Most wouldn't have a problem with being overwhelmed with to many
decisions on what to eat. Boys being boys, most would probably
just grab some of everything they liked. But having to many
choices is so much better than not having any choices. One
exercise you might want to try with Zeke, is to give him more
choices on things. Instead of picking a movie to watch, ask
Zeke to pick one, from the many choices you lay out. That is
just one example. He might be overwhelmed at first but over
time, he will learn he does have choices and he will learn to
make them without it overwhelming him.
You might be right that Zeke will be your eternal kid. But you
might also be surprised. He might yet become independent. One
of my nephews, we thought he would be an eternal kid, because of
medical complications at his birth. He surprised us all and is
no independent not even living in the same state with his family
and he is thriving. Yes right now Zeke is questionable, but
over time with plenty of patience, he can grow into an
independent young man.
From how you describe things, I do think it is very important to
be very patient with Zeke. What I mean by that is taking the
time to explain and to talk everything out with him. Don't take
anything for granted. With all the other kids, it is going to
be difficult to find the time to be that patient. But Zeke is
going to need that time. He is going to need you to walk behind
him frequently to make sure he knows what he is supposed to be
doing. Not so much in direct tasks, because with his
background, he probably understands his duties when laid out to
him, because that is what he was used for as a boy. But the
intangibles. During free time. Making sure he isn't curled up
in a corner somewhere crying, because he can't decide what to do
with himself, when there isn't someone telling him what to do.

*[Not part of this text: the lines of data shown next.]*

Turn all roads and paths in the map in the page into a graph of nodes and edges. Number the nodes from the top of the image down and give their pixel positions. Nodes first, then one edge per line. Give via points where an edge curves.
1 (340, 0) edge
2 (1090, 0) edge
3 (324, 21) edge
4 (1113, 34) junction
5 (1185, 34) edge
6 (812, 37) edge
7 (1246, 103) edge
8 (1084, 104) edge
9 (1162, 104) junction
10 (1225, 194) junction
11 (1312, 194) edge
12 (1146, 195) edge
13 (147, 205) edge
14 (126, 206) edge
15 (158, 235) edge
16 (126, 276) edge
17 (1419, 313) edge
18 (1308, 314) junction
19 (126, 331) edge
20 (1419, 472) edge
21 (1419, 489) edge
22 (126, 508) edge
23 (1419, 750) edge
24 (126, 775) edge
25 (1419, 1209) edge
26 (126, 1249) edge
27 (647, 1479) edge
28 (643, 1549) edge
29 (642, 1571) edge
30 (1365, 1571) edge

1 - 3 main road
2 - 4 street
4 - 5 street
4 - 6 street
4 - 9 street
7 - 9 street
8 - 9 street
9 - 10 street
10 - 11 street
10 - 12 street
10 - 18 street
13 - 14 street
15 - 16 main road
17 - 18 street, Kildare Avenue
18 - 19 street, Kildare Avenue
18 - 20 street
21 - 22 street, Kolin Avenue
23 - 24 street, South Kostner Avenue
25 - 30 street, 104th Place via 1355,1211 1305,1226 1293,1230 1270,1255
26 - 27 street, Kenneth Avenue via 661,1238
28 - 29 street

Another exercise for him. Give him free time and lay out
different things he can do with it and he has to chose one out
of many.
Sometimes that is hard for even those of us who grew up
normally. If there is such a thing. I find myself now that I
am retired, lazying (If that is a word) the days away, without
doing anything. I can only imagine Zeke who probably didn't have
any free time, and if he did, it was still probably structured,
to deal with free time.
Good luck Jack.
Zeke has you which makes him one very lucky young man.